▸ Exercise aim: Return each line of the entries that holds the string "from".
[[ Source records open ]]
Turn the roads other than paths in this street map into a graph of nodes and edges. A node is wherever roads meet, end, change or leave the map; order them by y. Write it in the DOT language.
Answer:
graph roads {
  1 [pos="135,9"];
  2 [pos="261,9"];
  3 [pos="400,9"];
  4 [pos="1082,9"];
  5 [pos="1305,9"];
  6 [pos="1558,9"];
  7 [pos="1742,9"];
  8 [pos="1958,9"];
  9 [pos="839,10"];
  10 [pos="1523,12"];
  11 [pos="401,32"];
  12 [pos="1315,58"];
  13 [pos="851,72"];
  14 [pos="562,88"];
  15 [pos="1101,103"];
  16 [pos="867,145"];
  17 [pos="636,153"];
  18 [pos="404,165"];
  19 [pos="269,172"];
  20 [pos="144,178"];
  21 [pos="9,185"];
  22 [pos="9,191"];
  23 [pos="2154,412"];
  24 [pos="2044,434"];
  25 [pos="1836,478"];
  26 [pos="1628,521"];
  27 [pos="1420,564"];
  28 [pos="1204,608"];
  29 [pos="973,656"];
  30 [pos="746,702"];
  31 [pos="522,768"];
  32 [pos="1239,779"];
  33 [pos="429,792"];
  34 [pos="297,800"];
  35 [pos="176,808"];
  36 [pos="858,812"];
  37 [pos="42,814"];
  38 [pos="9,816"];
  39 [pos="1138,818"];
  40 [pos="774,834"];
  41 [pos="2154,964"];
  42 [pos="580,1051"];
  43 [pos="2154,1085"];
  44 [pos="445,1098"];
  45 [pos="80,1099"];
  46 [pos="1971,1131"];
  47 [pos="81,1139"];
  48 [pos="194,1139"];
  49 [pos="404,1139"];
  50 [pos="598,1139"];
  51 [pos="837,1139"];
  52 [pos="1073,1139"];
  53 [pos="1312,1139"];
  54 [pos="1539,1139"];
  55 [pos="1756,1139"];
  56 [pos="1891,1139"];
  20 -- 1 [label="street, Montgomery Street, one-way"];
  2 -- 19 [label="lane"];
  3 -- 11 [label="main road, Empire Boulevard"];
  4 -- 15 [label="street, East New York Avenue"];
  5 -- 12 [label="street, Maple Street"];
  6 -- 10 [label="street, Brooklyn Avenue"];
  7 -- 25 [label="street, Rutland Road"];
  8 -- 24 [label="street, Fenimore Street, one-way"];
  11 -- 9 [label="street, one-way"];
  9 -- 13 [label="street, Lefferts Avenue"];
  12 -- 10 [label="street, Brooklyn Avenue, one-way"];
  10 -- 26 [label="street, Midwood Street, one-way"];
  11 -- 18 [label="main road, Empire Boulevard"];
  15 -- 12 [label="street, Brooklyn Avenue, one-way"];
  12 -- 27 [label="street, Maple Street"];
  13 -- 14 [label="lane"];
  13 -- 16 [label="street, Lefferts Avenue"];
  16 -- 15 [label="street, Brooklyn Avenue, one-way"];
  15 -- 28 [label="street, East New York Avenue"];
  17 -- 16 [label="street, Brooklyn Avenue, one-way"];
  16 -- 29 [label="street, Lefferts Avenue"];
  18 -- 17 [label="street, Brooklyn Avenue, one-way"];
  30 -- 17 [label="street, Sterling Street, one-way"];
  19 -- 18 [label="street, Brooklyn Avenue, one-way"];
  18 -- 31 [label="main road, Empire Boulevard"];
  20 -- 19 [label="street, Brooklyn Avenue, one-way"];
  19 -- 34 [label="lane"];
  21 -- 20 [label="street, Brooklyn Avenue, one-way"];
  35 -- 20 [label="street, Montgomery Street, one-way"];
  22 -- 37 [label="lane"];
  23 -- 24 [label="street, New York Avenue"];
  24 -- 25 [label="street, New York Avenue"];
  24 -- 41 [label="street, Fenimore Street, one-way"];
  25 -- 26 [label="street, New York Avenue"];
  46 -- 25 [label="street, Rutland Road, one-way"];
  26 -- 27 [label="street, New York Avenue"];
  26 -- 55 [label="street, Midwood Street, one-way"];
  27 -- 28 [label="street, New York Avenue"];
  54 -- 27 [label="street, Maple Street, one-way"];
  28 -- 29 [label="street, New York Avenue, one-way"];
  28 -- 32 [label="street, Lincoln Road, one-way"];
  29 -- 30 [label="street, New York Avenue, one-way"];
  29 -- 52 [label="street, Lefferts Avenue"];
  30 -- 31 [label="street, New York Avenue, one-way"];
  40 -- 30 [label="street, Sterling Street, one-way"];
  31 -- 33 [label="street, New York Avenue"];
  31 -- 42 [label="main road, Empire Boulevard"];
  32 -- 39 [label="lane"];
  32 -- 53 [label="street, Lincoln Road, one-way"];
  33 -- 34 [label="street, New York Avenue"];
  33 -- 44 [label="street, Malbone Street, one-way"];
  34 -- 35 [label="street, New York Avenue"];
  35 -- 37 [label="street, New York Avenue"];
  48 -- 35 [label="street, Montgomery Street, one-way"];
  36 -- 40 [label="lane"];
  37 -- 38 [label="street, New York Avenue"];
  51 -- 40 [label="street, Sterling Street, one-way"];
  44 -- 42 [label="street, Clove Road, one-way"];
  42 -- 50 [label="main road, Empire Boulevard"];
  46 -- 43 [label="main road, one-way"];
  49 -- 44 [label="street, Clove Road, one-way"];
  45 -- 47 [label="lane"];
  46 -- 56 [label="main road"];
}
[[ Source records closed ]]
[[ Source records open ]]
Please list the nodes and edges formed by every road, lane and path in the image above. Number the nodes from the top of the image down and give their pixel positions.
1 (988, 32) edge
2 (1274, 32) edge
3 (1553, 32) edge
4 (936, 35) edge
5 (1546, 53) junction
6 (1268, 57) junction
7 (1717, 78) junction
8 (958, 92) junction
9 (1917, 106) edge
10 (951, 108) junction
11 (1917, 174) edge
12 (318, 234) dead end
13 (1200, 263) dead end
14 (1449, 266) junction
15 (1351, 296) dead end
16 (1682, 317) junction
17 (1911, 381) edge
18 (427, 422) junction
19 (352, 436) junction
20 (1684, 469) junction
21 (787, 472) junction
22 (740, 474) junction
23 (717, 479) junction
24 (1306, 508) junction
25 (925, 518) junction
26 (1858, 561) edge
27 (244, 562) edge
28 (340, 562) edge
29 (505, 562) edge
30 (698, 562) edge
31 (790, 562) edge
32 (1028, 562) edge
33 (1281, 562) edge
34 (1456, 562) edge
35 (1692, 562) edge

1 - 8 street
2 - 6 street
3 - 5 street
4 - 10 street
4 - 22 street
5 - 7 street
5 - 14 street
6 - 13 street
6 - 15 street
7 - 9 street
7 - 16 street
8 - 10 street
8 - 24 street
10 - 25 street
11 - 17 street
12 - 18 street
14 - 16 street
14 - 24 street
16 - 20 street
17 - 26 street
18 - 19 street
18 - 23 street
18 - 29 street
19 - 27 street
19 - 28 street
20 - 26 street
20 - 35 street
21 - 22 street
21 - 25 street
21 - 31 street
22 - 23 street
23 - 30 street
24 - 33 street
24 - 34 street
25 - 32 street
[[ Source records closed ]]
[[ Source records open ]]
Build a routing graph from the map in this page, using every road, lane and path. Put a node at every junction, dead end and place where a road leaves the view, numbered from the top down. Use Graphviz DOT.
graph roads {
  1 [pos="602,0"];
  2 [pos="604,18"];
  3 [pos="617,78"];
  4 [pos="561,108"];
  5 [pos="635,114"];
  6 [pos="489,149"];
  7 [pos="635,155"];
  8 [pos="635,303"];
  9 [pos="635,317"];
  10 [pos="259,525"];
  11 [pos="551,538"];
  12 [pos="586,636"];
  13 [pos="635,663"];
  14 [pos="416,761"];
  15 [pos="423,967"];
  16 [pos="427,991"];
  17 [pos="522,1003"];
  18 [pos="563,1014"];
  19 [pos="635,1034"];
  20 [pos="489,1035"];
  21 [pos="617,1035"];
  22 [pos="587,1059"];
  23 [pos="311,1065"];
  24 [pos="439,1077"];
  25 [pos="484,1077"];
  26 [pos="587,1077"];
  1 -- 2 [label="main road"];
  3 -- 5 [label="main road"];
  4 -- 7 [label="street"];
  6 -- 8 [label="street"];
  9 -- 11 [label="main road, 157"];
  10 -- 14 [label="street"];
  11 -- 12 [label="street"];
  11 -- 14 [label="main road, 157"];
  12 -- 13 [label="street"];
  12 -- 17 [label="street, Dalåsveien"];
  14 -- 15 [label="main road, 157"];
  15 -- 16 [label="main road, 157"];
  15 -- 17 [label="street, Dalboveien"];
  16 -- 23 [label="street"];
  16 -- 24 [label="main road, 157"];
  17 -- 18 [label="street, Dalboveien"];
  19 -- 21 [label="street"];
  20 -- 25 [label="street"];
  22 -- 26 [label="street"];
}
[[ Source records closed ]]
▸ Answer below:
Please list the nodes and edges formed by every road, lane and path in the image above. Number the nodes from the top of the image down and give their pixel positions.
Build a routing graph from the map in this page, using every road, lane and path. Put a node at every junction, dead end and place where a road leaves the view, numbered from the top down. Use Graphviz DOT.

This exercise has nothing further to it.